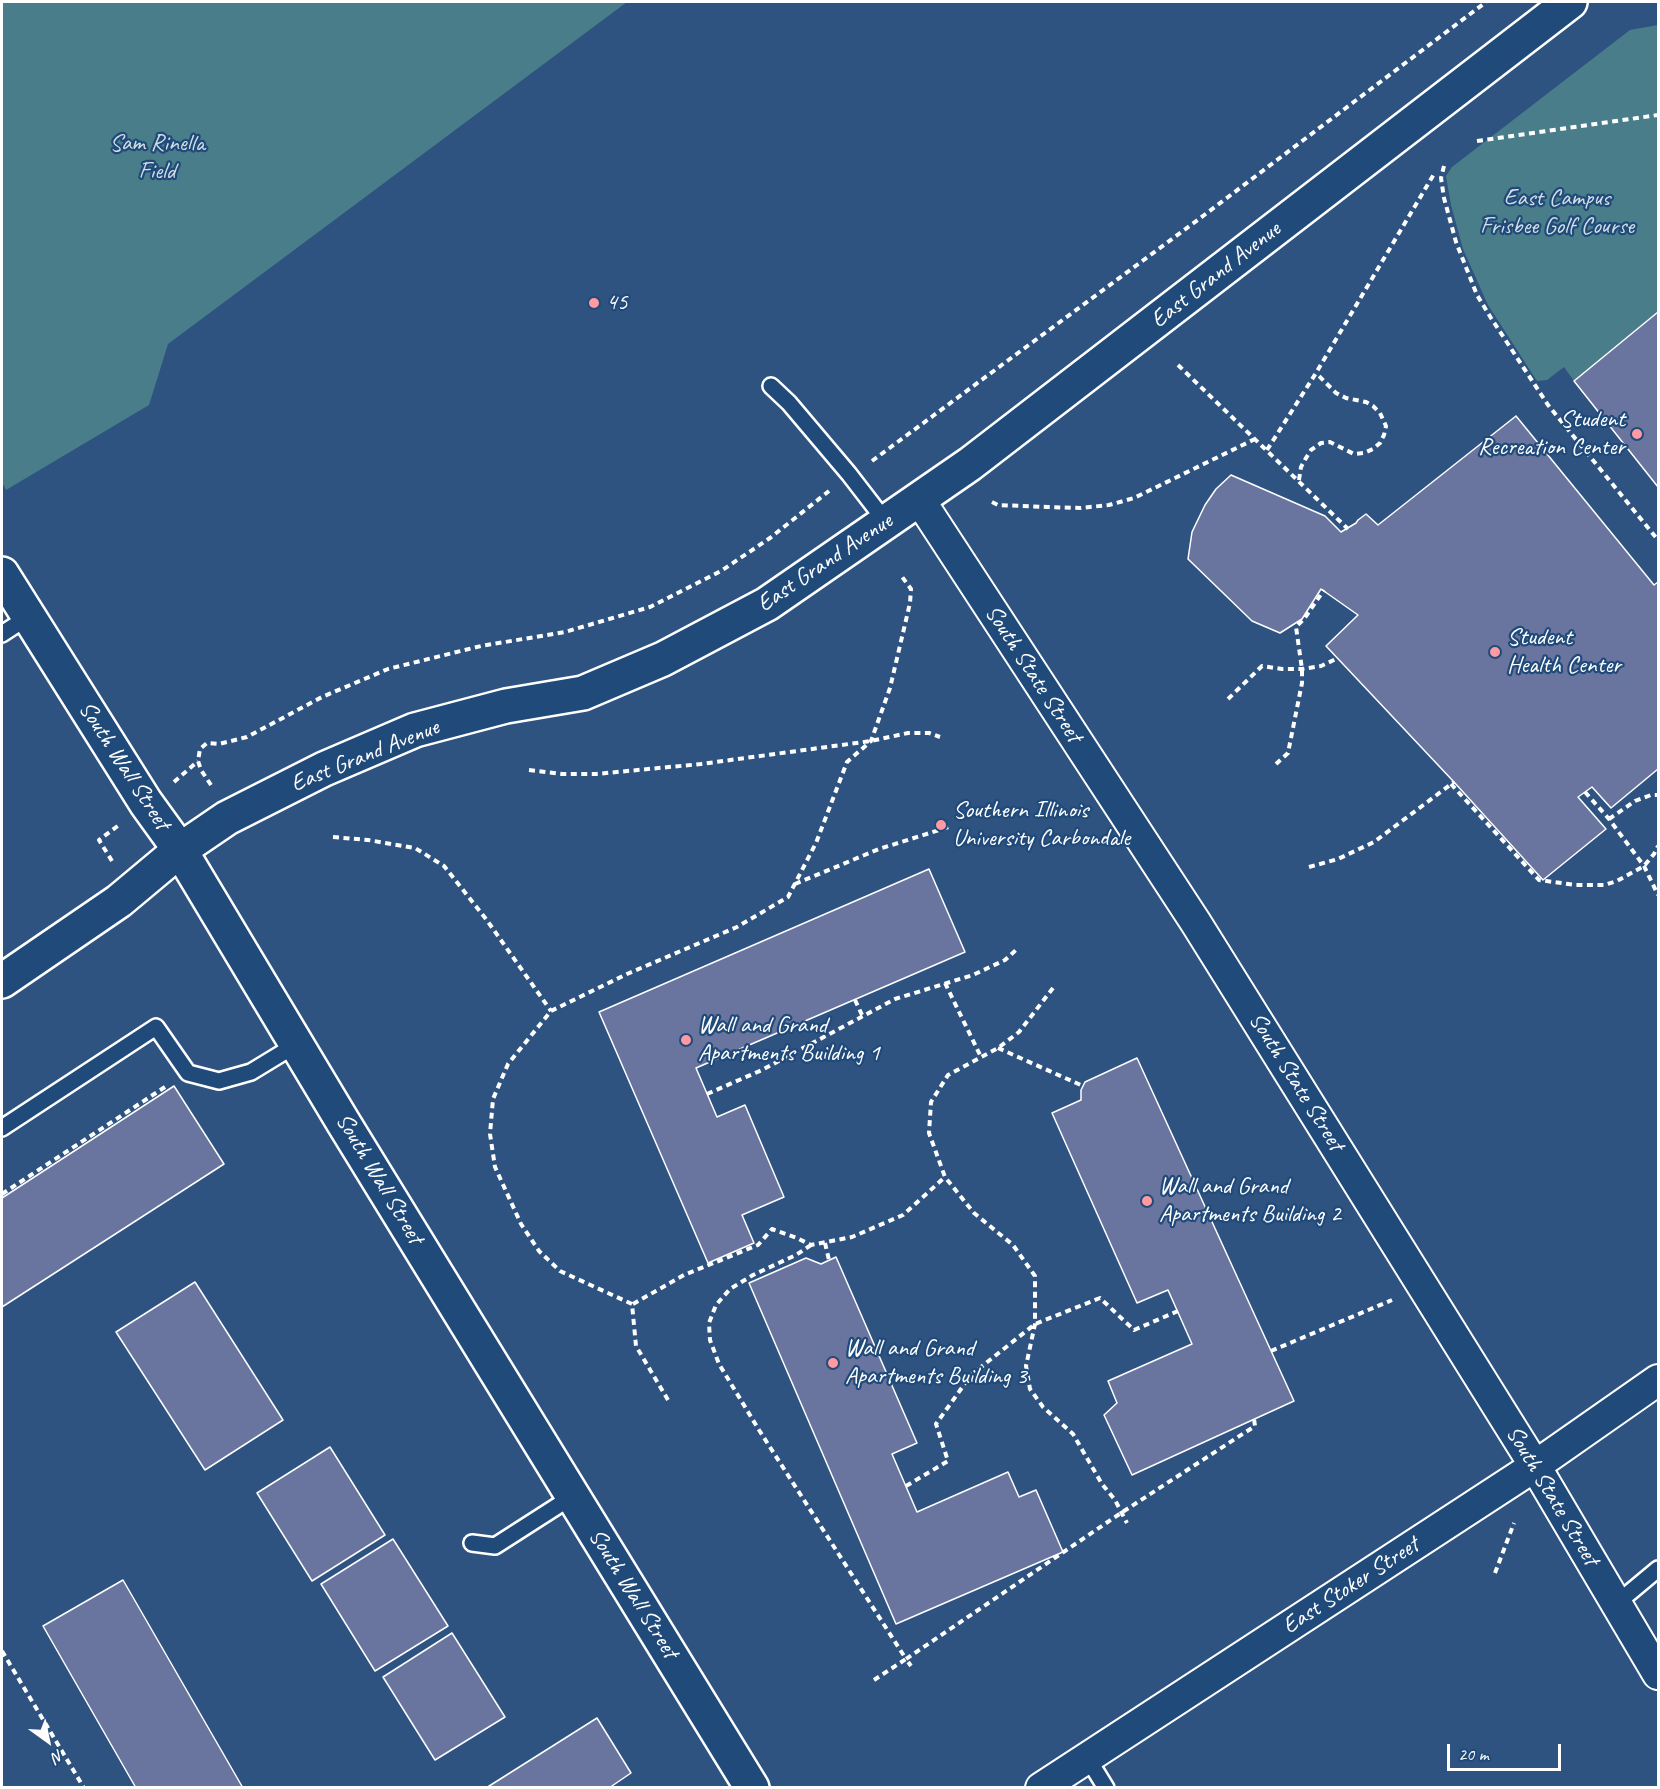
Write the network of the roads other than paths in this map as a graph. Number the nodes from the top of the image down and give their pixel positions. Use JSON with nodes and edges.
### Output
{"nodes":[{"id":1,"x":1570,"y":2,"type":"edge"},
{"id":2,"x":771,"y":386,"type":"dead end"},
{"id":3,"x":919,"y":500,"type":"junction"},
{"id":4,"x":886,"y":522,"type":"junction"},
{"id":5,"x":2,"y":574,"type":"edge"},
{"id":6,"x":15,"y":626,"type":"edge"},
{"id":7,"x":180,"y":850,"type":"junction"},
{"id":8,"x":2,"y":981,"type":"edge"},
{"id":9,"x":297,"y":1044,"type":"junction"},
{"id":10,"x":2,"y":1128,"type":"edge"},
{"id":11,"x":1659,"y":1380,"type":"edge"},
{"id":12,"x":1535,"y":1466,"type":"junction"},
{"id":13,"x":573,"y":1496,"type":"junction"},
{"id":14,"x":472,"y":1543,"type":"dead end"},
{"id":15,"x":1659,"y":1569,"type":"edge"},
{"id":16,"x":1616,"y":1604,"type":"junction"},
{"id":17,"x":1659,"y":1674,"type":"edge"},
{"id":18,"x":1087,"y":1757,"type":"junction"},
{"id":19,"x":752,"y":1788,"type":"edge"},
{"id":20,"x":1041,"y":1788,"type":"edge"},
{"id":21,"x":1106,"y":1788,"type":"edge"}],
"edges":[{"from":1,"to":3,"type":"main road","name":"East Grand Avenue"},
{"from":2,"to":4,"type":"lane"},
{"from":3,"to":4,"type":"main road","name":"East Grand Avenue"},
{"from":3,"to":12,"type":"street","name":"South State Street"},
{"from":4,"to":7,"type":"main road","name":"East Grand Avenue"},
{"from":5,"to":6,"type":"main road","name":"South Wall Street"},
{"from":6,"to":7,"type":"main road","name":"South Wall Street"},
{"from":7,"to":8,"type":"main road","name":"East Grand Avenue"},
{"from":7,"to":9,"type":"main road","name":"South Wall Street"},
{"from":9,"to":10,"type":"lane"},
{"from":9,"to":13,"type":"main road","name":"South Wall Street"},
{"from":11,"to":12,"type":"street","name":"East Stoker Street"},
{"from":12,"to":16,"type":"street","name":"South State Street"},
{"from":12,"to":18,"type":"street","name":"East Stoker Street"},
{"from":13,"to":14,"type":"lane"},
{"from":13,"to":19,"type":"main road","name":"South Wall Street"},
{"from":15,"to":16,"type":"lane"},
{"from":16,"to":17,"type":"street","name":"South State Street"},
{"from":18,"to":20,"type":"street","name":"East Stoker Street"},
{"from":18,"to":21,"type":"lane"}]}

⁂

* Task statement *
Which lines of the records above contain the word "Wall"? Copy each of them.

* Expected answer *
{"from":5,"to":6,"type":"main road","name":"South Wall Street"},
{"from":6,"to":7,"type":"main road","name":"South Wall Street"},
{"from":7,"to":9,"type":"main road","name":"South Wall Street"},
{"from":9,"to":13,"type":"main road","name":"South Wall Street"},
{"from":13,"to":19,"type":"main road","name":"South Wall Street"},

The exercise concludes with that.